My tent was high on the east bank under the trees, sheltered from both rain and morning sun. I was woken by some light, and read there in the tent. My naked feet weren't going anywhere until I knew they'd be safe, and I could wait all day if need be.
Leaves threw shadows on the tent, and I looked out. The sky was partly bright and partly blue. The sky was still chill under the canopy of trees. The sun shone on the water but the bank was still in shade while I cooked breakfast.
It was a slow start to a beautiful day. The sun was candy to my eyes starved by three days of clouds. The river was wide and slow under the windless air. Low slopes led up to trees which ruled the banks until they were done in by beavers or the widening river.
There was little in the way of wildlife. A few ducks, which are not so annoying on the wide river, a couple of heron. Many white-tailed deer thought themselves hidden near the river, and did not consider a canoeist especially threatening. There were many flies congregating about the canoe, my floating island, and I could not blame them. I had a bag and a half of garbage. The garbage had been soaked in rain for two days and now the sun was cooking it up. It smelled really good. I did swat several flies, though; I consider death a mercy to them.
The river made a series of sharp loops under a crop-duster which did the same. The sky started accumulating clouds and the river straightened.
I saw a ramp leading up from the river to a nice private campsite. It had a picnic table and a firepit, and tracks leading up to the road. There was a dirt patch that would have been great for a tent if it were a little higher. A canoe was there, and a motorboat, both turned upside down so they didn't fill with water or snow. The motorboat had a gas can on top. It would have made a good spot to co-opt for a night, but I pressed on.
A bit further I saw something like a roofless shanty. Loose boards defined an area, and used house doors, once painted burgundy, provided access. Inside there was a firepit, a chest of drawers, and some tables and chairs.

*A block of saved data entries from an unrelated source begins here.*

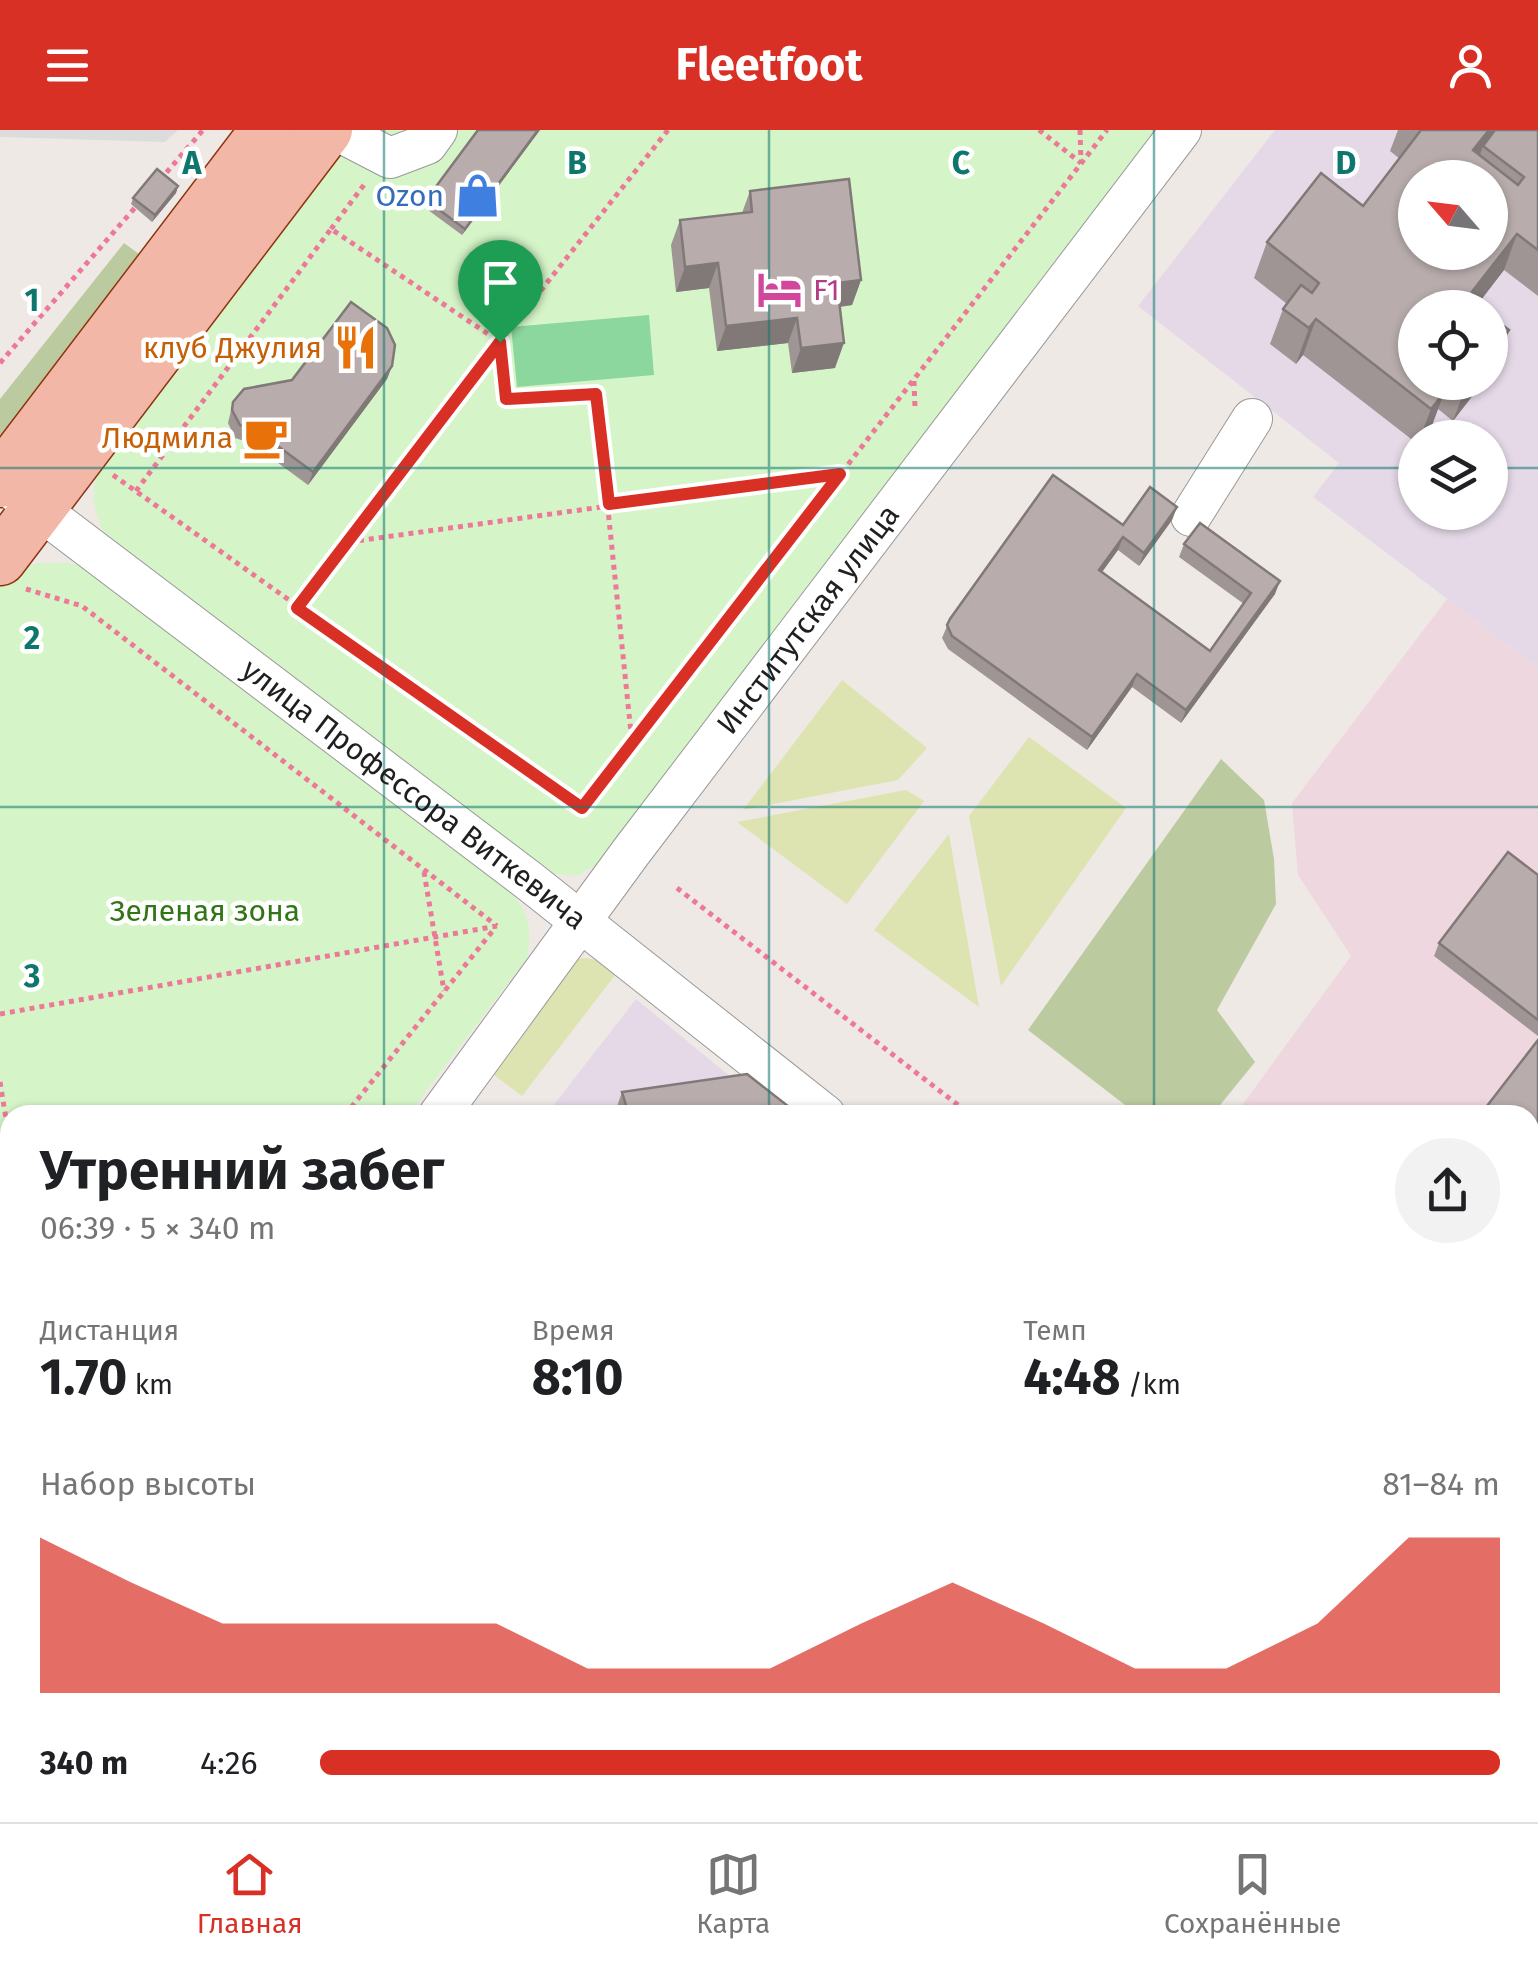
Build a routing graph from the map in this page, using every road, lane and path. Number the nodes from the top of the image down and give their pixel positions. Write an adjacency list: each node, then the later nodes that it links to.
1 (203, 130): 13 (path)
2 (268, 130): 23 (main road)
3 (326, 130): 23 (main road)
4 (336, 130): 5 (street)
5 (437, 130)
6 (668, 130): 16 (path)
7 (1039, 130): 11 (path)
8 (1080, 130): 11 (path)
9 (1107, 130): 11 (path)
10 (1180, 130): 33 (street, Институтская улица)
11 (1082, 163): 18 (path)
12 (358, 172): 15 (path)
13 (152, 188)
14 (140, 203): 17 (path)
15 (330, 229): 16 (path); 24 (path)
16 (500, 342): 25 (path); 27 (path)
17 (0, 363)
18 (914, 378): 19 (path); 22 (path)
19 (915, 408)
20 (1252, 419): 26 (street)
21 (104, 469): 24 (path)
22 (840, 474): 25 (path); 30 (path)
23 (13, 490): 28 (main road); 33 (street, улица Профессора Виткевича)
24 (136, 492): 29 (path)
25 (609, 504): 27 (path); 30 (path)
26 (1190, 516)
27 (349, 542): 29 (path)
28 (6, 572): 31 (path)
29 (297, 608): 30 (path)
30 (632, 743)
31 (424, 872): 34 (path); 35 (path)
32 (677, 888): 41 (path)
33 (579, 922): 39 (street, Институтская улица); 40 (street, улица Профессора Виткевича)
34 (496, 926): 35 (path); 36 (path)
35 (436, 936): 36 (path); 37 (path)
36 (444, 991): 38 (path)
37 (0, 1014)
38 (353, 1105)
39 (446, 1105)
40 (811, 1105)
41 (958, 1105)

The exterior was festooned with signs. One identified the place as "Willy's fishing hole". Others seemed to be random warning signs: a large exclamation point on a yellow triangle, and a rectangle which read, "VORSICHT GRUBE".
I was feeling uncomfortable, I mean I really had to go, so I found the nearest tree and let loose. As I began to feel better, I looked up and saw a metal sign. The sign's letters were faded, but I could just make out "NO TRESPASSING OR HUNTING". I zipped up and continued on, highly amused.

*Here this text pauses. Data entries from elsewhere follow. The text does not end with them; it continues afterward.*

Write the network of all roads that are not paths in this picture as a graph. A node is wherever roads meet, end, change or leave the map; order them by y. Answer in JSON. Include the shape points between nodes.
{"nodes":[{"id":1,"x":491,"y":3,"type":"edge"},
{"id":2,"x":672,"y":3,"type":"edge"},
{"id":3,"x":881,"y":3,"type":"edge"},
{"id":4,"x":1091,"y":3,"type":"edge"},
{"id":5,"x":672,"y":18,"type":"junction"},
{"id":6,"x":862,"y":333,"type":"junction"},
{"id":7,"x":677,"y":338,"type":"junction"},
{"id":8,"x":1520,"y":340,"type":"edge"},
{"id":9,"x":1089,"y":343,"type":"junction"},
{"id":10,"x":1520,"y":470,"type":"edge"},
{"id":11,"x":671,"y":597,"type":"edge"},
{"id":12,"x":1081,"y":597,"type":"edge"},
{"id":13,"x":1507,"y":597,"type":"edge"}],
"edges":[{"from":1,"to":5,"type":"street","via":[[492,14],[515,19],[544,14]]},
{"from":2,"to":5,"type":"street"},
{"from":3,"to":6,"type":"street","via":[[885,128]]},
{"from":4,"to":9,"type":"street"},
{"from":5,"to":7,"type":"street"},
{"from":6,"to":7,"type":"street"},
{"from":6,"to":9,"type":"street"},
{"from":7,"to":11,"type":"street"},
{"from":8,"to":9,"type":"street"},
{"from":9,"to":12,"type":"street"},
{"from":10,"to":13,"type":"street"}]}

I came to the confluence with the Little Saskatchewan River. I had seen this on the map,and hoped it would make good camping. The Little Saskatchewan has a gravel bed, and laid a huge gravel bank at the confluence. It was the best site I had since the Large Saskatchewan.
I set up my mesh tent as far from trees as possible to get an early waking. I left the rain fly off for the same reason, but kept it nearby. The sky had clouded up considerably during the day.
This was a well-used but not well-loved campsite. There is too much trash on the river for me to bother cleaning up all of it, but when it shows up on my campsite I take it personally. I could not be comfortable until I picked up every beer can, water bottle, bait container, and plastic bag. There was some strange paper wrappers which I determined to be fireworks; they also had to go, as well as the occasional cigarette butt laying around.
I was out of water, and although I should reach Brandon the next day, the Little Saskatchewan was clear and fast, so I pumped two liters of water through my filter. For each liter, I count "1... 1, 2... 1, 2, 3..." and so on, to prove to myself I am making progress. I guess on average I get to about 20, which comes to 5mL per pump.
With my chores accomplished, I was comfortable and my site was very beautiful. I sat down to write this very entry.